We’ve modelled this against three client environments in 2025 – 2026. On estates with dual-socket 64-core AMD EPYC or Intel Xeon Scalable servers, the per-socket HPE VME licence reduced projected 3-year hypervisor licensing spend by 60 – 75% compared to equivalent Broadcom VCF commercial terms. Results vary by estate configuration and negotiated rates. The structural advantage of per-socket over per-core on high-core-count hardware is consistent across every modelling scenario we’ve run.

SAN Compatibility: Keeping Your Storage Investment

HPE VME connects to external SAN and NAS storage using native HPE drivers for Nimble, 3PAR, Primera, and Alletra – and standard iSCSI, FC, and NFS protocols for Pure Storage, NetApp, and other third-party arrays. Your existing storage investment stays in place. Your storage team’s operational knowledge stays relevant. Enterprise SAN arrays carry a 5 – 7 year operational life; retiring a Nimble or Primera mid-cycle to accommodate an HCI deployment is a real capital cost that rarely appears in the headline migration analysis.

Dual-Stack Migration: Running VMware and KVM Side-by-Side

HPE VME’s Morpheus management layer provides a single management plane across VMware and KVM workloads simultaneously. You onboard HPE VME, connect your existing vCenter, and migrate VMs at whatever pace the business can absorb. No forklift upgrade. No big-bang cutover weekend. No “everything must be on the new platform before day one.”

Our experience: A deployment stalled purely because legacy hardware network cards lacked stable AHV drivers, forcing a costly mid-project hardware swap.

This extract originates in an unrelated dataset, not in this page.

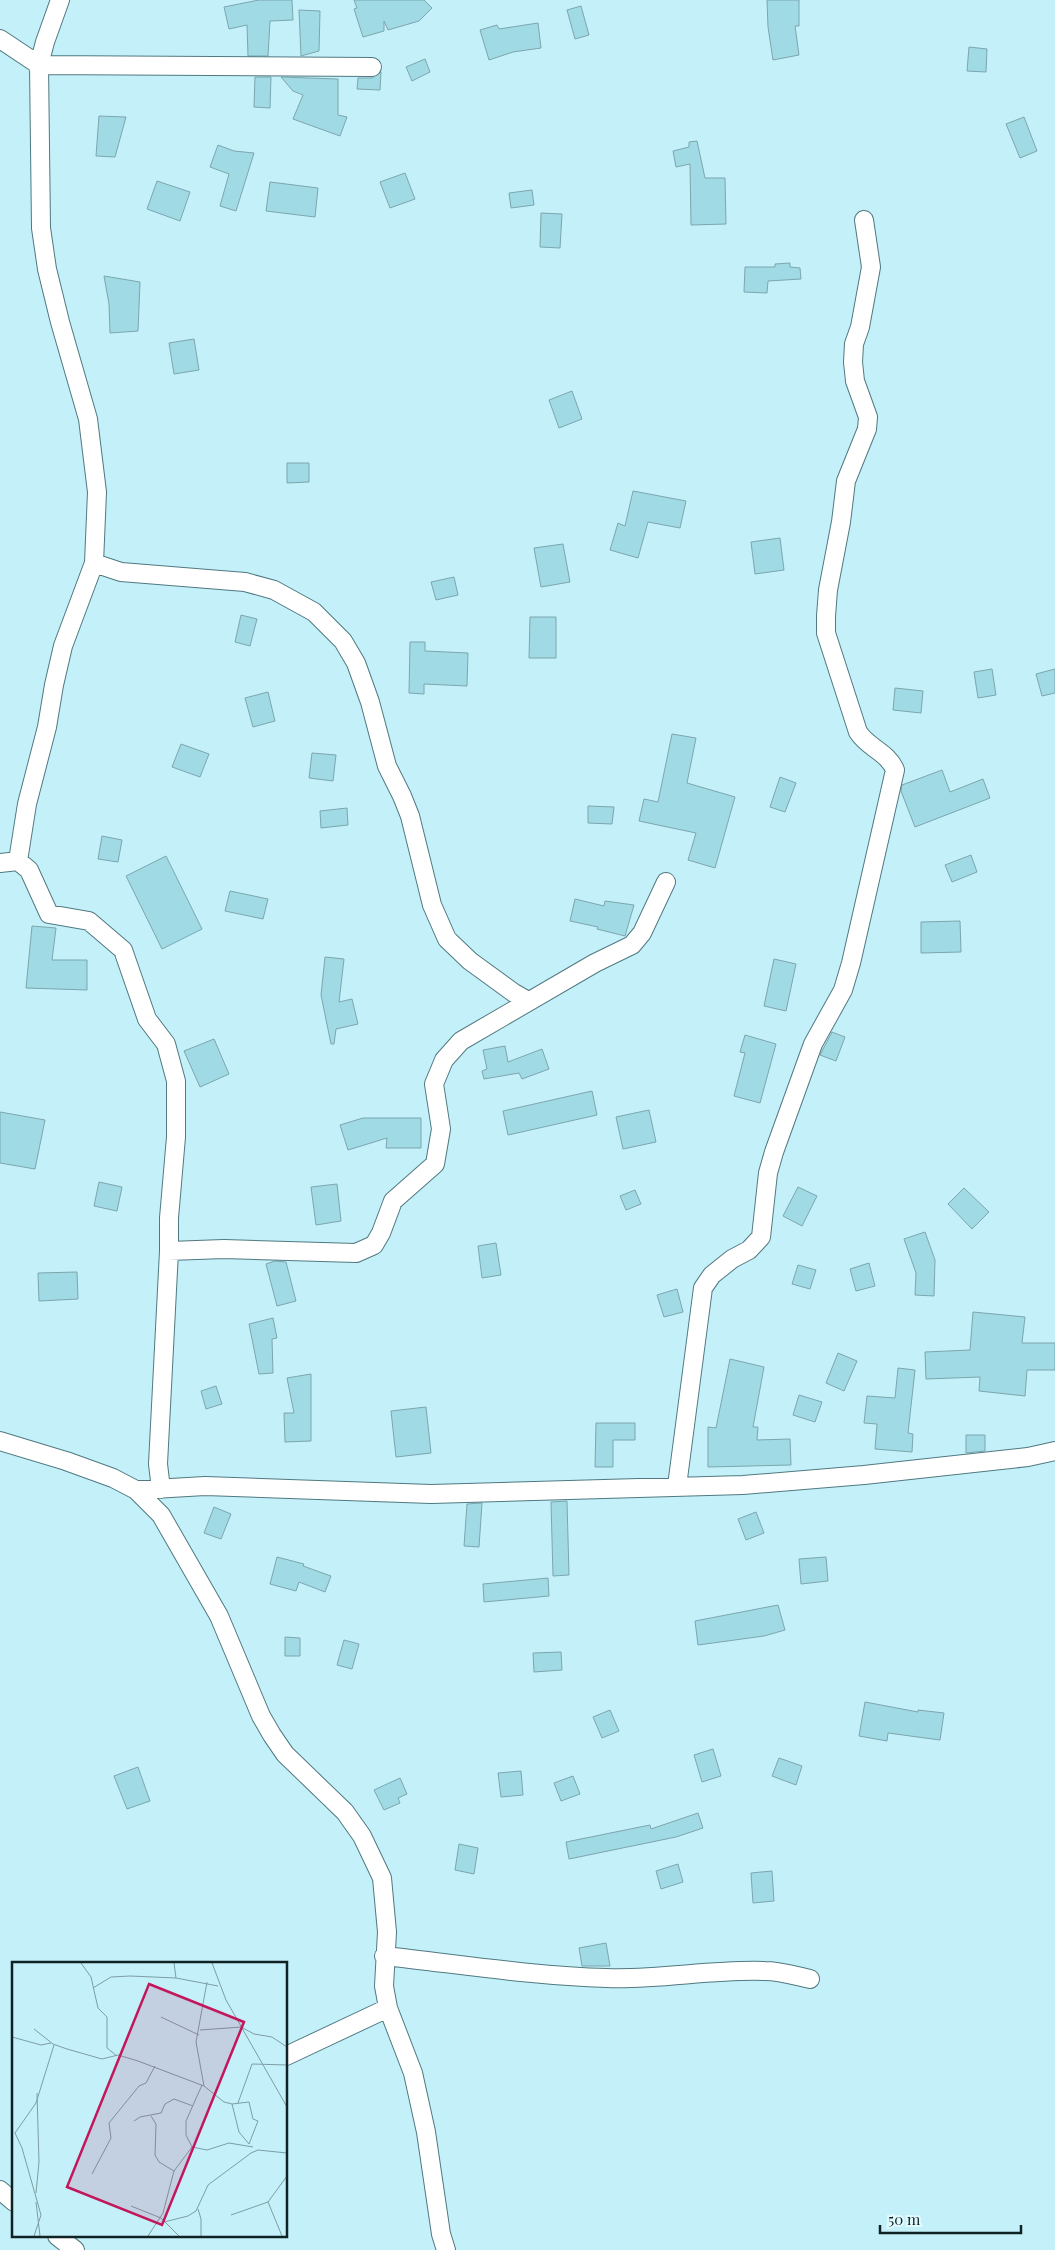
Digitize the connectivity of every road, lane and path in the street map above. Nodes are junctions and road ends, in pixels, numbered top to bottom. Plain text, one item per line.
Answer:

The dual-stack management capability is what reduces migration risk most on complex mixed estates. Teams can validate KVM behaviour on non-critical VMs while production VMware continues running – without maintaining two separate management interfaces. The confidence that builds in the operations team tends to accelerate the overall migration timeline rather than extend it. We’ve seen estates complete the transition in rolling three-month sprints with zero unplanned downtime.


HPE VM Essentials vs Nutanix AHV: Full Feature Comparison

Both platforms are KVM-based VMware alternatives with genuine enterprise credentials. The feature comparison below separates them on the dimensions that actually drive the decision for most organisations leaving VMware.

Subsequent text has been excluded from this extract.